恋人ごっこ幸福論
episode.6
「今日は本当にありがと~!ひぃちゃんのおかげでめっちゃ助かった!」
「ううん、私はノート貸しただけだから」
「英美里ちゃんはマジだよ、緋那ちゃん」
アイスを食べてのんびり休憩していると、あっという間に皆が帰る時間になった。
帰り支度をしながら何度も感謝の言葉を述べてくる英美里ちゃんは相当数Ⅱに困っていたようで、この御恩は絶対忘れない、なんて大袈裟なことまで言っている。
「でも今日は本当にありがとね、俺らも急に来ちゃって迷惑かけたし」
「いえいえ、お祖父ちゃん居ない日は全然大丈夫なので気にしないでください」
「…まあ、さすがにもう突然来たりとかはしねえようにするから。神山も困んだろ」
「ちょっと吃驚はしましたね」
結果的には良かったから、これも悪くないなって思ってる。途中騒がしくて勉強できないかと思ったけど、一応2人きりにはなれたし…デートの約束もできたから。

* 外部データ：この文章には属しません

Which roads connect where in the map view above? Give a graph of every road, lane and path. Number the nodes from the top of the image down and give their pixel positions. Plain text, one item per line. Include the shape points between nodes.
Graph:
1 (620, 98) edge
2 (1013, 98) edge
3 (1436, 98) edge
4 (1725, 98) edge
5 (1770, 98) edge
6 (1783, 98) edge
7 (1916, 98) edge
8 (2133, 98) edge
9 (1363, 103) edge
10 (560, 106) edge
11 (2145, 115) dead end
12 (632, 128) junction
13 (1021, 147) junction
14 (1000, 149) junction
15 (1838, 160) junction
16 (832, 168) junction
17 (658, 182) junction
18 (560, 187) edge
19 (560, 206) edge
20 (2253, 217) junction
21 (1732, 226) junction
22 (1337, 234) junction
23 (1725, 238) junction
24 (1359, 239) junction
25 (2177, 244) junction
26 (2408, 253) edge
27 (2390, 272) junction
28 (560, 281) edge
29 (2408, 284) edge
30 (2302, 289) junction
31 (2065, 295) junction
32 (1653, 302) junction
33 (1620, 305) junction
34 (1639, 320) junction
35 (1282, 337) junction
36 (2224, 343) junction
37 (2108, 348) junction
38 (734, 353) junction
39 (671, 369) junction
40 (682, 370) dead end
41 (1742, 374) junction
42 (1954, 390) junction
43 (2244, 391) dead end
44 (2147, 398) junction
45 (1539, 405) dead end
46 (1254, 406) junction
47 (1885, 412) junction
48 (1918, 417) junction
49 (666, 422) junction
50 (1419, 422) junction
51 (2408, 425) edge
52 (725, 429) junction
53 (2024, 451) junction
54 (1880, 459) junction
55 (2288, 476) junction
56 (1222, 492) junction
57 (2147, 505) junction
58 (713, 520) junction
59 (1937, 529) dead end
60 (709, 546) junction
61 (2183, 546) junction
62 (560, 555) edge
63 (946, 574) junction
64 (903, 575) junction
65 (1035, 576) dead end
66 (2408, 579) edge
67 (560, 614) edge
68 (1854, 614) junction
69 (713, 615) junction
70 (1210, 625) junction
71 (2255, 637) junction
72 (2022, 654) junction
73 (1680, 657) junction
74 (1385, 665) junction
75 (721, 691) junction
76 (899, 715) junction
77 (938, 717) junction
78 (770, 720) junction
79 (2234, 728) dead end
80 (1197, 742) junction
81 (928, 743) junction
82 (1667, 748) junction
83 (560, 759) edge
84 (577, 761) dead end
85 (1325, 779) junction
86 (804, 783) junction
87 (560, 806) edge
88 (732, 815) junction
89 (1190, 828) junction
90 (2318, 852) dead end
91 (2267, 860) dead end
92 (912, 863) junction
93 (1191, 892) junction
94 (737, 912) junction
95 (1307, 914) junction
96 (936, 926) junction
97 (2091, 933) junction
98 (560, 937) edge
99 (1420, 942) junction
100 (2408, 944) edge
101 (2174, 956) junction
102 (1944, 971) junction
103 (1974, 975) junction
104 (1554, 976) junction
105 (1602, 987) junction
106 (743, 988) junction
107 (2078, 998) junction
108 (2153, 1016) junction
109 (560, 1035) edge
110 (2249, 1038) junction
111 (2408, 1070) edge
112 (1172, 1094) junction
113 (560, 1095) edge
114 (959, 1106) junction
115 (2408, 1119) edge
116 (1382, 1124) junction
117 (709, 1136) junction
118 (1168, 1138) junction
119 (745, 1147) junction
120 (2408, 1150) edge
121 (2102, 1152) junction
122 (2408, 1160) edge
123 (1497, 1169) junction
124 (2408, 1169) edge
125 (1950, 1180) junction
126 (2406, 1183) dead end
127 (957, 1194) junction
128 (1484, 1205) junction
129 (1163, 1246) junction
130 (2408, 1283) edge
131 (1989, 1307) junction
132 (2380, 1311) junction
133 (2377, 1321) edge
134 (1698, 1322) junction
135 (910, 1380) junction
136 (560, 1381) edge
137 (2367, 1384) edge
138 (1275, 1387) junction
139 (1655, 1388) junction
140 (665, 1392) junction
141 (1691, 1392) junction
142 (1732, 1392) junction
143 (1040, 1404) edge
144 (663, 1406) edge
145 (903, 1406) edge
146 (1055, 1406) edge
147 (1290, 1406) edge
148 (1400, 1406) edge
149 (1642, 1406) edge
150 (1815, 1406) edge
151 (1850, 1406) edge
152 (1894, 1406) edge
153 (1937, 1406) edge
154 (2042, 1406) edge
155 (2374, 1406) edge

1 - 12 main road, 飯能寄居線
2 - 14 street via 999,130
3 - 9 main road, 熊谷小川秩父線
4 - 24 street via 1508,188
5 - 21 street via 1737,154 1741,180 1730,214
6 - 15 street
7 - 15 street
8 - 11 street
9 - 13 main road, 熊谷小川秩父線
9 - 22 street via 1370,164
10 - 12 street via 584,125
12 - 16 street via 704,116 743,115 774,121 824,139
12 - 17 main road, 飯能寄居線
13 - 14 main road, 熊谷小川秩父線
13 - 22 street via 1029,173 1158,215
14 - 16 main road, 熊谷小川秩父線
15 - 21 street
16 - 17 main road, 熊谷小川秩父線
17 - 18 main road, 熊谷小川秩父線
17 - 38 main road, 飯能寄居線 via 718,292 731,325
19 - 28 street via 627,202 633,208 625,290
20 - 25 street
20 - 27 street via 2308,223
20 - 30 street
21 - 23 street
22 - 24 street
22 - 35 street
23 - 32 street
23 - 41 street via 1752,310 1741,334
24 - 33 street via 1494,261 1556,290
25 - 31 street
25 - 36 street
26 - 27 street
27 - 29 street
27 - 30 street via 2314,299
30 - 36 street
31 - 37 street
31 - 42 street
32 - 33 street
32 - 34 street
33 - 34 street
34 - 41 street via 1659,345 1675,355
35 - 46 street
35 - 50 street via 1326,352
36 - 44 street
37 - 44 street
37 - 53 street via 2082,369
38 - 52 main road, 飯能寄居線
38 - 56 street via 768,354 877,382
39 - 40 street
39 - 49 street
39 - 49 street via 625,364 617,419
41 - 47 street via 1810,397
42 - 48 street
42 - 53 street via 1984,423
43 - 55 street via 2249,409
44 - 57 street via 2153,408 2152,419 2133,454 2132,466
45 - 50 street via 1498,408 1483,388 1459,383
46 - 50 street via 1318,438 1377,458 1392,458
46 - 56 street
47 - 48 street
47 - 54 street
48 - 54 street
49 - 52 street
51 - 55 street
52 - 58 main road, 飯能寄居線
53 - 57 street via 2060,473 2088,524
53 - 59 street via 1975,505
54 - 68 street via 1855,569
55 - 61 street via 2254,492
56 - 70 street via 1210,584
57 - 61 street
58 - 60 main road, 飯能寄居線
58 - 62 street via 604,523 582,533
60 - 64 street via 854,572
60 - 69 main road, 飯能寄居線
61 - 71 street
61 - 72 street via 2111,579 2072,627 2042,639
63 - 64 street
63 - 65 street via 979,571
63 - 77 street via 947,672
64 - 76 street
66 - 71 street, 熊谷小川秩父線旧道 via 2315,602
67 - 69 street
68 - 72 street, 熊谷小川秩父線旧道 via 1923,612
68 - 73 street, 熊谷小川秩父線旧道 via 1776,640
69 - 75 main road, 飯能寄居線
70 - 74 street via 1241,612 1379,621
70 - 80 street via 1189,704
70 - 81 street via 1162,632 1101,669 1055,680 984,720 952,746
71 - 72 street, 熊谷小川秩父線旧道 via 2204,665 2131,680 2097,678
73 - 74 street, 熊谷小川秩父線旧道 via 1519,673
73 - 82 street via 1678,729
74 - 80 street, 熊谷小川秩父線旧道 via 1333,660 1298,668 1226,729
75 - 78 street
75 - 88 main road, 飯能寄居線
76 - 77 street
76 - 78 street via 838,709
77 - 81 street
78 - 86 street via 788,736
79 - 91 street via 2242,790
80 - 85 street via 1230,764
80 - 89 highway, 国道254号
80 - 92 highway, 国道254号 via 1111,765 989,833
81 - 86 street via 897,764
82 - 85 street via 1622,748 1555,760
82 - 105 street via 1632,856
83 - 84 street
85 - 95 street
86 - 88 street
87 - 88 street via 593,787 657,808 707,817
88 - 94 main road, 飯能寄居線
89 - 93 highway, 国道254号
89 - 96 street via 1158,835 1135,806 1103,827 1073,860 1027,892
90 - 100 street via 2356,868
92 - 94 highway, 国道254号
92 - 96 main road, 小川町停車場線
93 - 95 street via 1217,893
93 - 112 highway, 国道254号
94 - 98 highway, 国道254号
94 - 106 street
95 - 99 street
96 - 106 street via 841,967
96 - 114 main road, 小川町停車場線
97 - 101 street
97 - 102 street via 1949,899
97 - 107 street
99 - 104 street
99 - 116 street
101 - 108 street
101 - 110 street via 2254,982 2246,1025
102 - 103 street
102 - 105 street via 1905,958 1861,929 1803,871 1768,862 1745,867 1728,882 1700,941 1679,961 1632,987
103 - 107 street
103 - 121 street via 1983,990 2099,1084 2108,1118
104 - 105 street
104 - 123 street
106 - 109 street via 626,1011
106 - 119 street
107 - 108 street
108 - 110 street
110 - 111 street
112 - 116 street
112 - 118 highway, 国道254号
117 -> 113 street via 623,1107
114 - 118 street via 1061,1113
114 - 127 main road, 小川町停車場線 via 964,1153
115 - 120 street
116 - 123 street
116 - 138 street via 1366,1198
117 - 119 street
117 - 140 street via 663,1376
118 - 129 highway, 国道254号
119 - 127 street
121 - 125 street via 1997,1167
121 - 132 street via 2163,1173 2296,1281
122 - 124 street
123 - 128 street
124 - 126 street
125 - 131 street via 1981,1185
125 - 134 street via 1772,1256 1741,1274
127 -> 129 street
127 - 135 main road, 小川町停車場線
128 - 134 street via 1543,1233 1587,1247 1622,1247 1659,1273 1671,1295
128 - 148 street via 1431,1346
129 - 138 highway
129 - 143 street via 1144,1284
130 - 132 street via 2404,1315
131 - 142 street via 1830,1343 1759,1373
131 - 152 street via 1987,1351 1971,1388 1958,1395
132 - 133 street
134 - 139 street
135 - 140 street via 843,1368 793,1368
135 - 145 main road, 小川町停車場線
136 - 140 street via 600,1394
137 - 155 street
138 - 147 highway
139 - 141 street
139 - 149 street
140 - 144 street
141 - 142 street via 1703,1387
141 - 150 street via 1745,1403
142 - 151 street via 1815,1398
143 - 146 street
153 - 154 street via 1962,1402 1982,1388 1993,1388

橘先輩の顔を見ているとついにやけてしまいそうだ、なるべく彼の顔を見ないようにしてなんでもない振りをする。
「じゃあテスト頑張ろーね」
「ひぃちゃんバイバーイ!」
「バイバイ!明日学校で」
そんな浮かれた気持ちを隠しながら、なんとか皆を見送って。ドアがバタン、と閉まった後一気に表情筋が緩んでくる。
「どうしよう、デートだ…」
橘先輩と、デート。デートだ。
夢にまで見た出来事が、叶う日が来るなんて。
信じられなくて、ついほっぺをつねってみてみるけれど、普通に痛い。どうやら夢じゃないらしい。